The D.A.R.E. program, which runs for 10 weeks and teaches elementary school children about the dangers of drugs and the importance of good decision-making, has been in place in Greenfield for at least 20 years, McCarley said. He’s been the D.A.R.E. officer since 2007, and Arnold is one teacher he said he’s enjoyed working with every year.
D.A.R.E. Indiana calls for nominees of those who “have distinguished themselves in their dedication to D.A.R.E. Their efforts must demonstrate a commitment to D.A.R.E. beyond the high standards evidenced by others involved in the program,” according to the organization’s website.
Arnold’s support for the D.A.R.E. curriculum, which is taught to 400 Greenfield-Central students each year, certainly fit the bill, McCarley said.
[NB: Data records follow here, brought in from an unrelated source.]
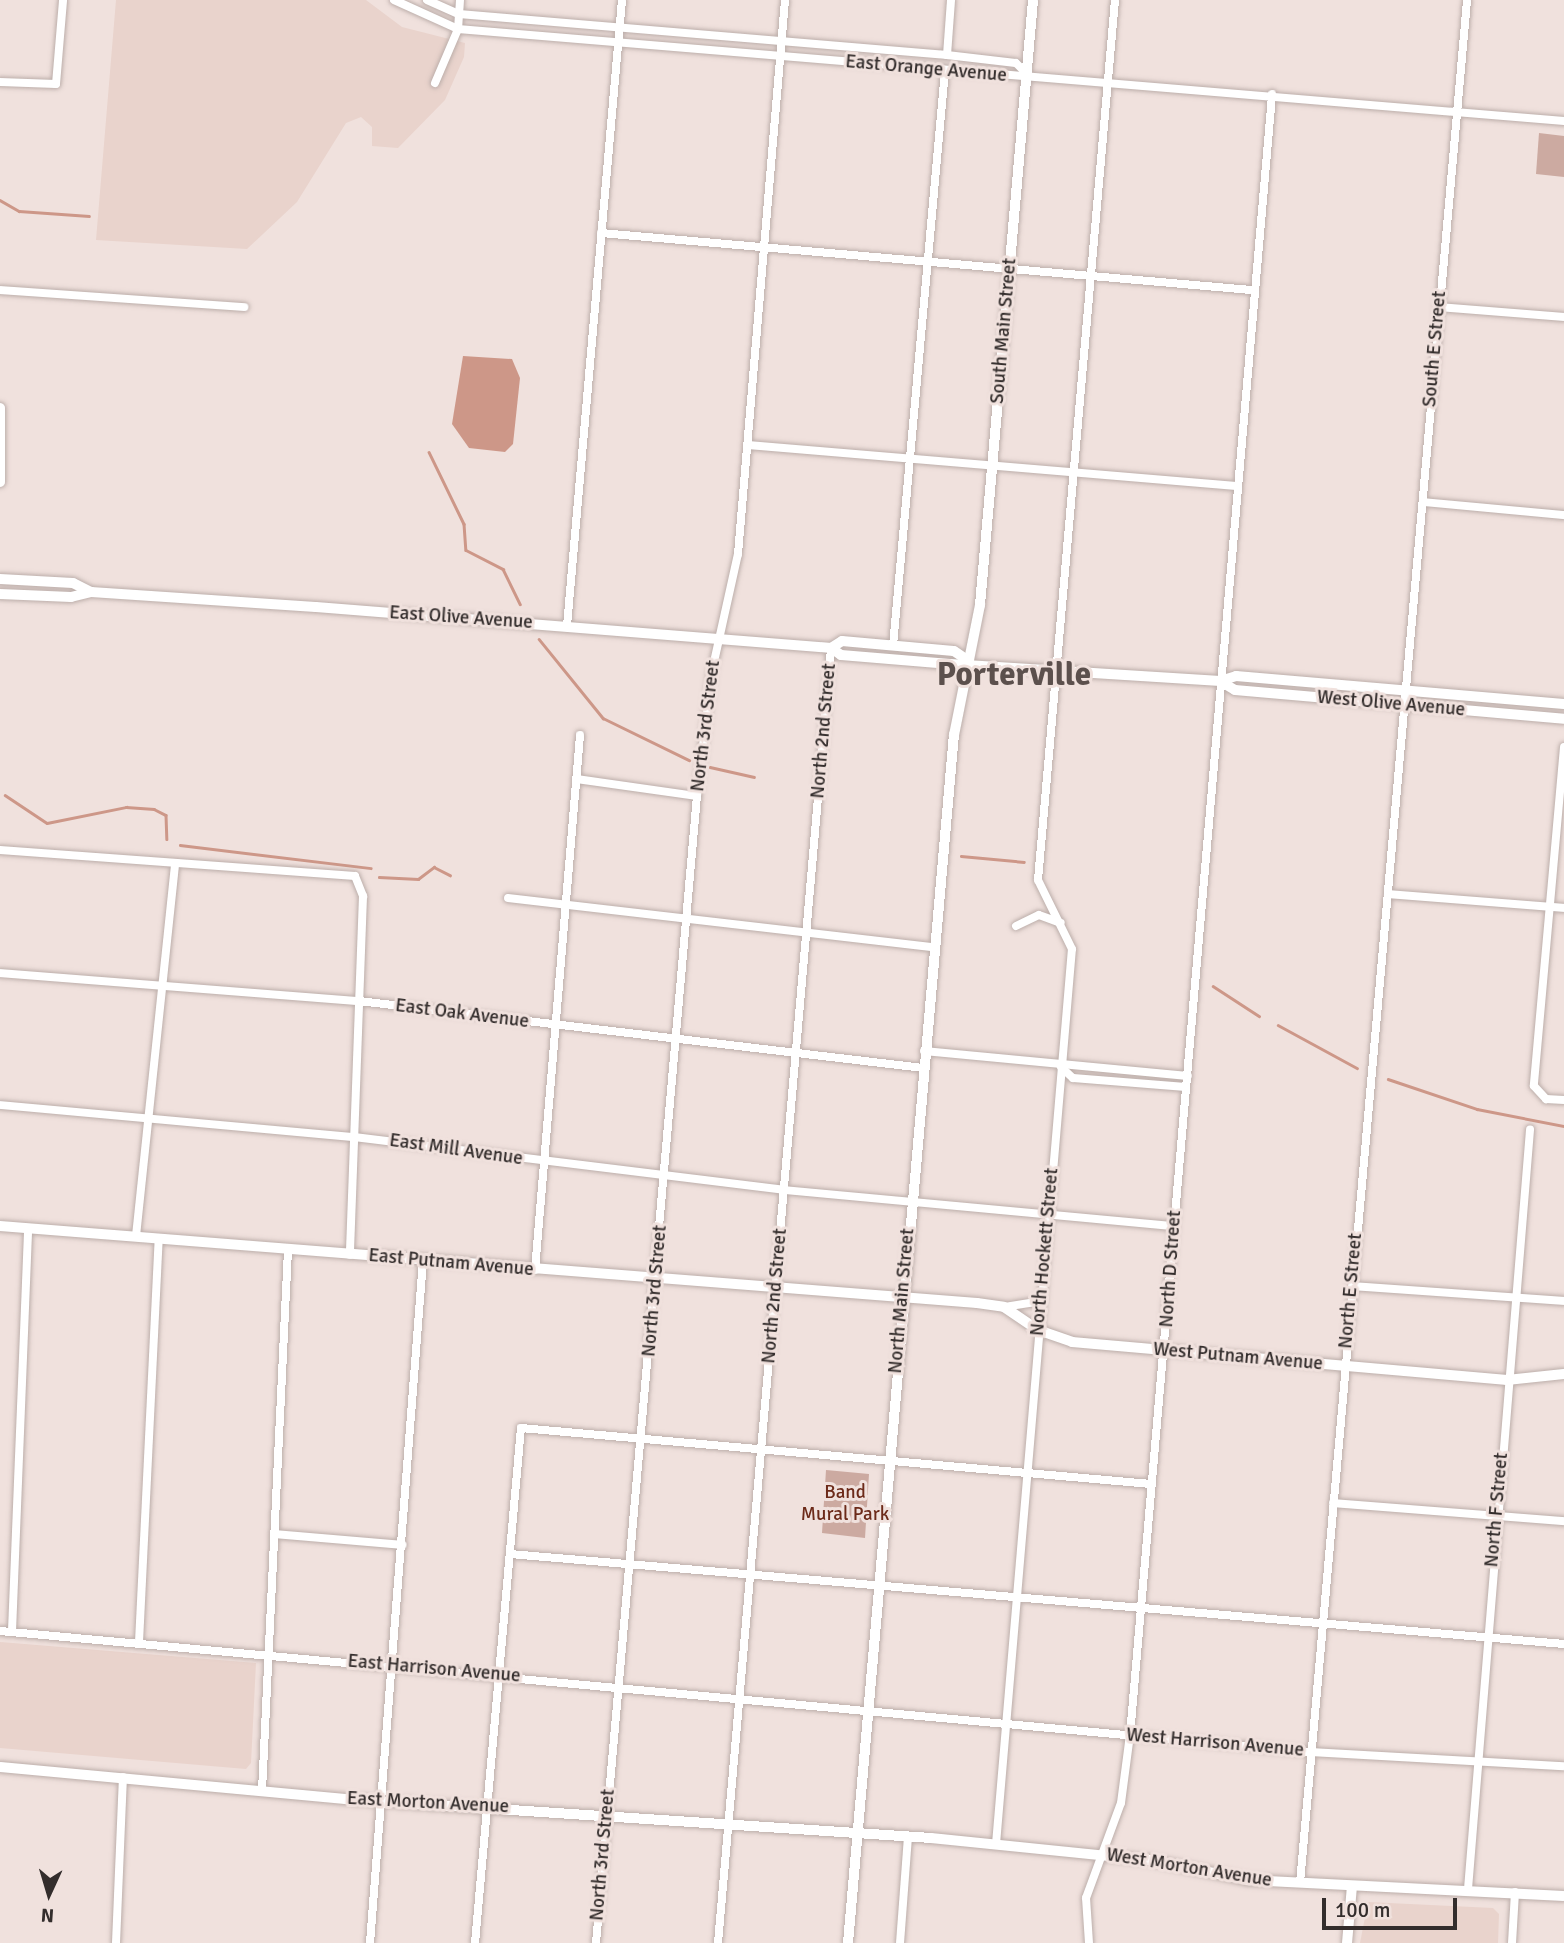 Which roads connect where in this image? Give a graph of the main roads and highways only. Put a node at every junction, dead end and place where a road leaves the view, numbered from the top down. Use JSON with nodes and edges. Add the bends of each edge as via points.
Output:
{"nodes":[{"id":1,"x":1033,"y":0,"type":"edge"},
{"id":2,"x":0,"y":408,"type":"edge"},
{"id":3,"x":0,"y":423,"type":"edge"},
{"id":4,"x":0,"y":482,"type":"edge"},
{"id":5,"x":0,"y":579,"type":"edge"},
{"id":6,"x":91,"y":592,"type":"junction"},
{"id":7,"x":0,"y":594,"type":"edge"},
{"id":8,"x":831,"y":648,"type":"junction"},
{"id":9,"x":969,"y":661,"type":"junction"},
{"id":10,"x":1404,"y":698,"type":"junction"},
{"id":11,"x":1564,"y":704,"type":"edge"},
{"id":12,"x":1564,"y":719,"type":"edge"},
{"id":13,"x":0,"y":1226,"type":"edge"},
{"id":14,"x":902,"y":1297,"type":"junction"},
{"id":15,"x":1564,"y":1374,"type":"edge"},
{"id":16,"x":0,"y":1767,"type":"edge"},
{"id":17,"x":857,"y":1832,"type":"junction"},
{"id":18,"x":1352,"y":1886,"type":"junction"},
{"id":19,"x":1564,"y":1896,"type":"edge"},
{"id":20,"x":848,"y":1943,"type":"edge"},
{"id":21,"x":1347,"y":1943,"type":"edge"}],
"edges":[{"from":1,"to":9,"type":"main road","name":"South Main Street","via":[[992,464]]},
{"from":2,"to":3,"type":"main road"},
{"from":3,"to":4,"type":"main road"},
{"from":5,"to":6,"type":"main road","name":"East Olive Avenue","via":[[73,583]]},
{"from":6,"to":7,"type":"main road","name":"East Olive Avenue","via":[[71,597]]},
{"from":6,"to":8,"type":"main road","name":"East Olive Avenue"},
{"from":8,"to":9,"type":"main road","name":"East Olive Avenue","via":[[854,656]]},
{"from":8,"to":9,"type":"main road","name":"East Olive Avenue","via":[[842,641],[954,651]]},
{"from":9,"to":10,"type":"main road","name":"West Olive Avenue","via":[[1220,681],[1235,690]]},
{"from":9,"to":14,"type":"main road","name":"North Main Street","via":[[956,709]]},
{"from":10,"to":11,"type":"main road","name":"West Olive Avenue"},
{"from":10,"to":12,"type":"main road","name":"West Olive Avenue"},
{"from":13,"to":14,"type":"main road","name":"East Putnam Avenue"},
{"from":14,"to":15,"type":"main road","name":"West Putnam Avenue","via":[[1004,1307],[1038,1330],[1072,1342],[1507,1380]]},
{"from":14,"to":17,"type":"main road","name":"North Main Street"},
{"from":16,"to":17,"type":"main road","name":"East Morton Avenue","via":[[383,1801]]},
{"from":17,"to":18,"type":"main road","name":"West Morton Avenue","via":[[1103,1854],[1227,1878]]},
{"from":17,"to":20,"type":"main road","name":"North Main Street"},
{"from":18,"to":19,"type":"main road","name":"West Morton Avenue"},
{"from":18,"to":21,"type":"main road"}]}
“She’s just an exceptional teacher,” he said. “I thought she was worthy of being nominated.”
Greenfield Intermediate School Principal Jim Bever described Arnold as an outstanding teacher who leads by example.
“Much of the D.A.R.E. curriculum is based on good decision-making,” Bever wrote in an email to the Daily Reporter. “Mrs. Arnold provides our students with an exemplary model. …She can often be observed answering students’ questions with her own thought-provoking questions intended to help them build their own thinking and reasoning skills.”
Arnold said the award was a great way to finish out her time as a fifth-grade teacher. Having recently completed her master’s degree in educational technology, she is transitioning this coming school year into the position of technology coach for teachers at the junior high and high school.
“It’s a huge honor. It’s a really nice way to kind of capstone on the end of the classroom portion of my education career,” she said.
Arnold said the D.A.R.E. program has always been popular with students, not only because of the curriculum but because of the opportunity it affords to meet a police officer.
“They get to know him, and I think sometimes that’s even more important than the curriculum itself, … having that presence in the building and having a rapport with that officer,” she said.
Greenfield Police Department Chief John Jester said the partnership between schools and police departments to put on the D.A.R.E. program has created lifelong relationships between young people and law enforcement.
“They spend a semester with these guys, and they know them more as teacher Steve McCarley than Officer Steve McCarley,” he said.